A limitation of the current web component architecture

So far, the greatest challenge in replicating the range of expression in QuickUI’s UI components has been the inability to easily define HTML custom element subclasses that can fill in base class insertion points. To their credit, Google’s Blink (rendering engine) and Polymer (web component framework) teams have been responsive on that point. In response to a Polymer discussion board thread related to that post, a bug has been filed to allow one to distribute content nodes into a <shadow> insertion point. Unless you’re already experimenting with Shadow DOM, this entire issue undoubtedly seems quite arcane, but rest assured, fixing this one problem would open up a lot of important new territory.
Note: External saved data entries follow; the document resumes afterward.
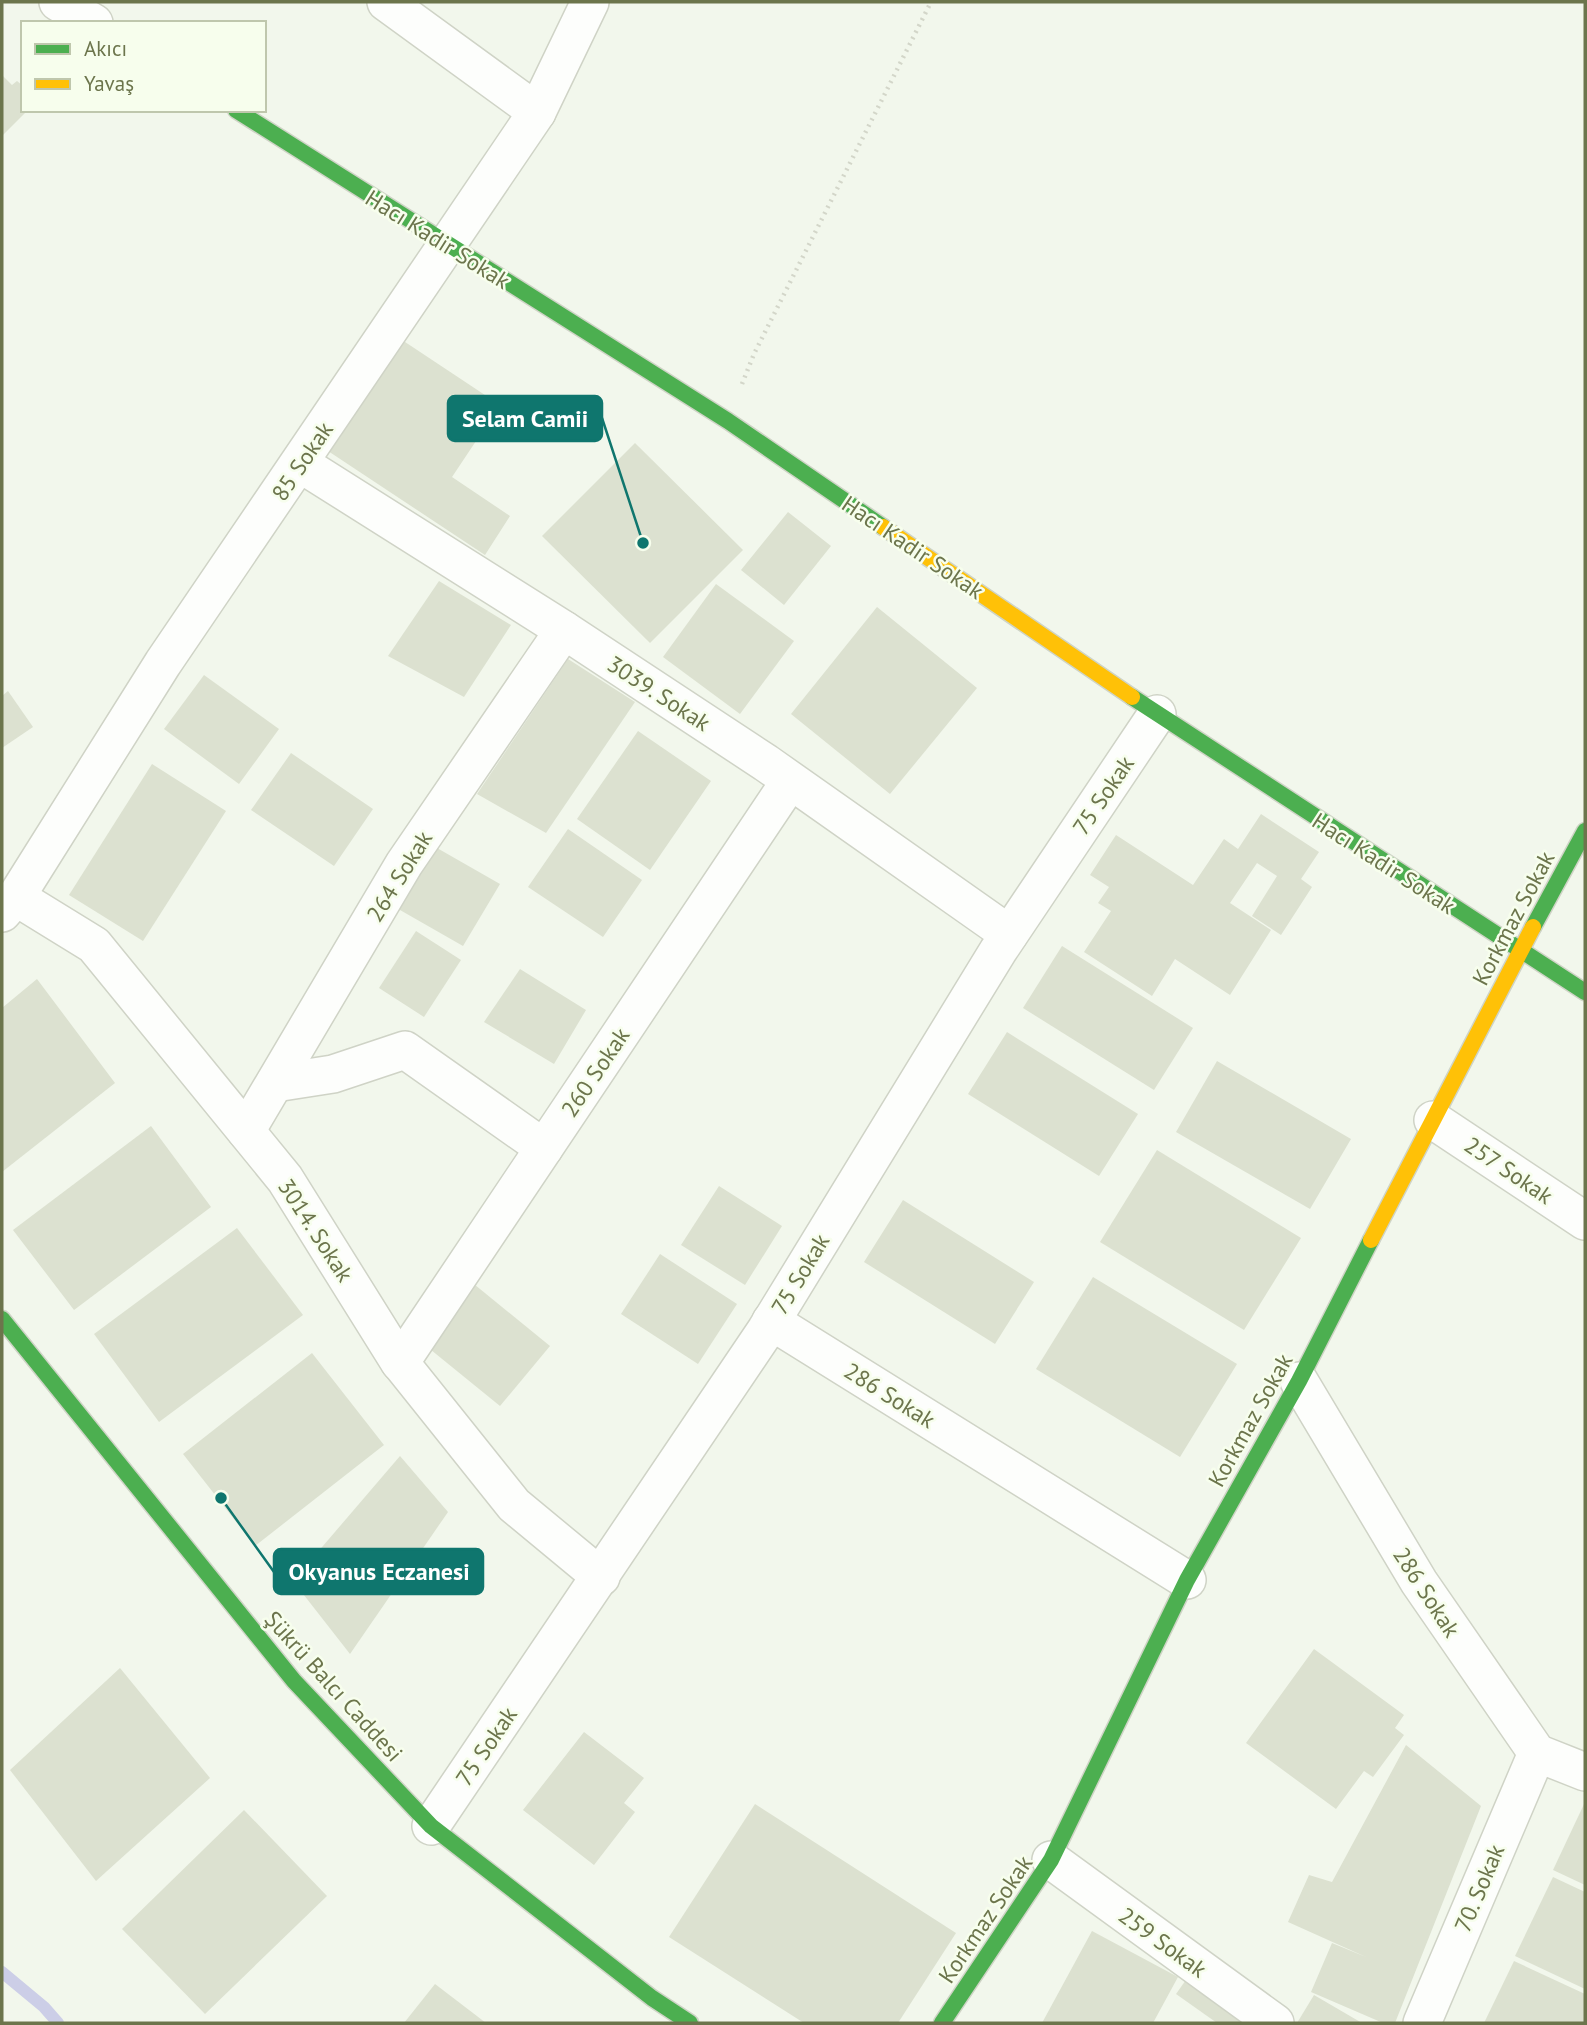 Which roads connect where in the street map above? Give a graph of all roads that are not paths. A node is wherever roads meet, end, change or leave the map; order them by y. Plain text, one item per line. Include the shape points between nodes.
1 (58, 2) edge
2 (386, 2) edge
3 (590, 2) edge
4 (91, 21) edge
5 (537, 111) junction
6 (239, 112) edge
7 (445, 244) junction
8 (301, 464) junction
9 (564, 630) junction
10 (1157, 714) junction
11 (790, 781) junction
12 (1585, 831) edge
13 (9, 905) edge
14 (1009, 934) junction
15 (1519, 952) junction
16 (1585, 992) edge
17 (275, 1083) junction
18 (1433, 1120) junction
19 (246, 1131) junction
20 (544, 1148) junction
21 (1585, 1221) edge
22 (2, 1319) edge
23 (771, 1321) junction
24 (400, 1363) junction
25 (1299, 1381) junction
26 (601, 1577) junction
27 (1187, 1580) junction
28 (1537, 1753) junction
29 (1585, 1772) edge
30 (431, 1826) junction
31 (1051, 1860) junction
32 (690, 2023) edge
33 (942, 2023) edge
34 (1275, 2023) edge
35 (1422, 2023) edge

1 - 4 street
2 - 5 street
3 - 5 street, 85 Sokak
5 - 7 street, 85 Sokak
6 - 7 street, Hacı Kadir Sokak
7 - 8 street, 85 Sokak
7 - 10 street, Hacı Kadir Sokak via 728,421
8 - 9 street, 3039. Sokak
8 - 13 street, 85 Sokak via 163,663
9 - 11 street, 3039. Sokak
9 - 17 street, 264 Sokak via 404,864
10 - 14 street, 75 Sokak
10 - 15 street, Hacı Kadir Sokak
11 - 14 street, 3039. Sokak
11 - 20 street, 260 Sokak
12 - 15 street, Korkmaz Sokak
13 - 19 street, 3014. Sokak via 94,945
14 - 23 street, 75 Sokak
15 - 16 street, Hacı Kadir Sokak
15 - 18 street, Korkmaz Sokak
17 - 19 street, 264 Sokak
17 - 20 street via 333,1074 405,1050
18 - 21 street, 257 Sokak
18 - 25 street, Korkmaz Sokak
19 - 24 street, 3014. Sokak via 285,1179
20 - 24 street, 260 Sokak
22 - 30 street, Şükrü Balcı Caddesi via 294,1681
23 - 26 street, 75 Sokak
23 - 27 street, 286 Sokak
24 - 26 street, 3014. Sokak via 513,1505
25 - 27 street, Korkmaz Sokak
25 - 28 street, 286 Sokak via 1419,1582
26 - 30 street, 75 Sokak
27 - 31 street, Korkmaz Sokak
28 - 29 street
28 - 35 street, 70. Sokak
30 - 32 street, Şükrü Balcı Caddesi
31 - 33 street, Korkmaz Sokak
31 - 34 street, 259 Sokak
I’m sincerely hoping this proposal is adopted. In the meantime, I’ve been using a workaround to simulate the effects of that proposal. That unfortunately broke in a recent Polymer update, but such setbacks are to be expected when building on shifting sand.

Trying Polymer elements

I’ve spent some time experimenting with Polymer’s own element layer, and last month decided to try adopting it. My first cut at creating custom elements for Quetzal was based directly on Polymer’s lower levels, which take care of polyfilling (emulating) various web component standards. I’m now trying to use the higher-level Polymer elements layer, which provides a richer framework for creating custom elements, and adds a number of features to simplify common component tasks. These features are not part of any web component standard, but by virtue of being done by Google, will nevertheless probably become a common feature of the web component landscape. There are still a number of QuickUI features that have no parallel in standard web components or Polymer elements, but most of those missing features appear to be things which I could implement on top of Polymer elements. For example, a <quetzal-element> base class could provide those missing features, making it easy for new element classes to obtain them. Aside from the critical limitation mentioned above, it now appears to me that most (hopefully, all) of QuickUI could likely be implemented as Polymer elements. With that change, the latest Quetzal iteration recreates a handful of QuickUI Catalog elements as Polymer elements. So far, this approach feels acceptable, and it would obviously be a big advantage to leave most of the heavy lifting to the Polymer team, and focus on actually creating new custom elements. Some notes on switching to Polymer elements:

Going back to plain JavaScript

Switching the top-level component container to HTML instead of script has also prompted me to give up CoffeeScript, at least for now. I actually tried using a combination of CoffeeScript and HTML, but it felt like I was working against the grain, and I ended up giving up on that approach. Going from CoffeeScript back to plain JavaScript is an excruciating experience. Oliver Wendell Holmes said, “Man’s mind, once stretched by a new idea, never regains its original dimensions.” I think the programming language analogue here is: once your brain has been expanded by a language that lets you more clearly express your intensions, trying to cram your brain back into the tiny box of a less expressive language is unbelievably painful. Every single time I have to write a JavaScript loop instead of a CoffeeScript list comprehension, or type “function() {}.bind(this)” instead of just “=>”, I physically wince a bit. JavaScript just feels gross, it looks gross, it is gross. That said, JavaScript is the standard. One thing I’ve learned from QuickUI is that if you’re trying to build a community around a common library, creating that library in a programming language with a narrow audience dramatically limits the rate at which you can grow. One commenter named “jokester” offered on my original Quetzal post: “I’ll unfortunately not contribute to a project coded in CoffeeScript.” Regardless of the advantages I believe CoffeeScript offers to developers, I’d rather allow orders of magnitude more people to contribute in the standard JavaScript language they’re already proficient in. Anyway, that’s about the state of things. This Quetzal project is still just an experiment, and doesn’t do much useful yet, but it’s proving a good way to learn.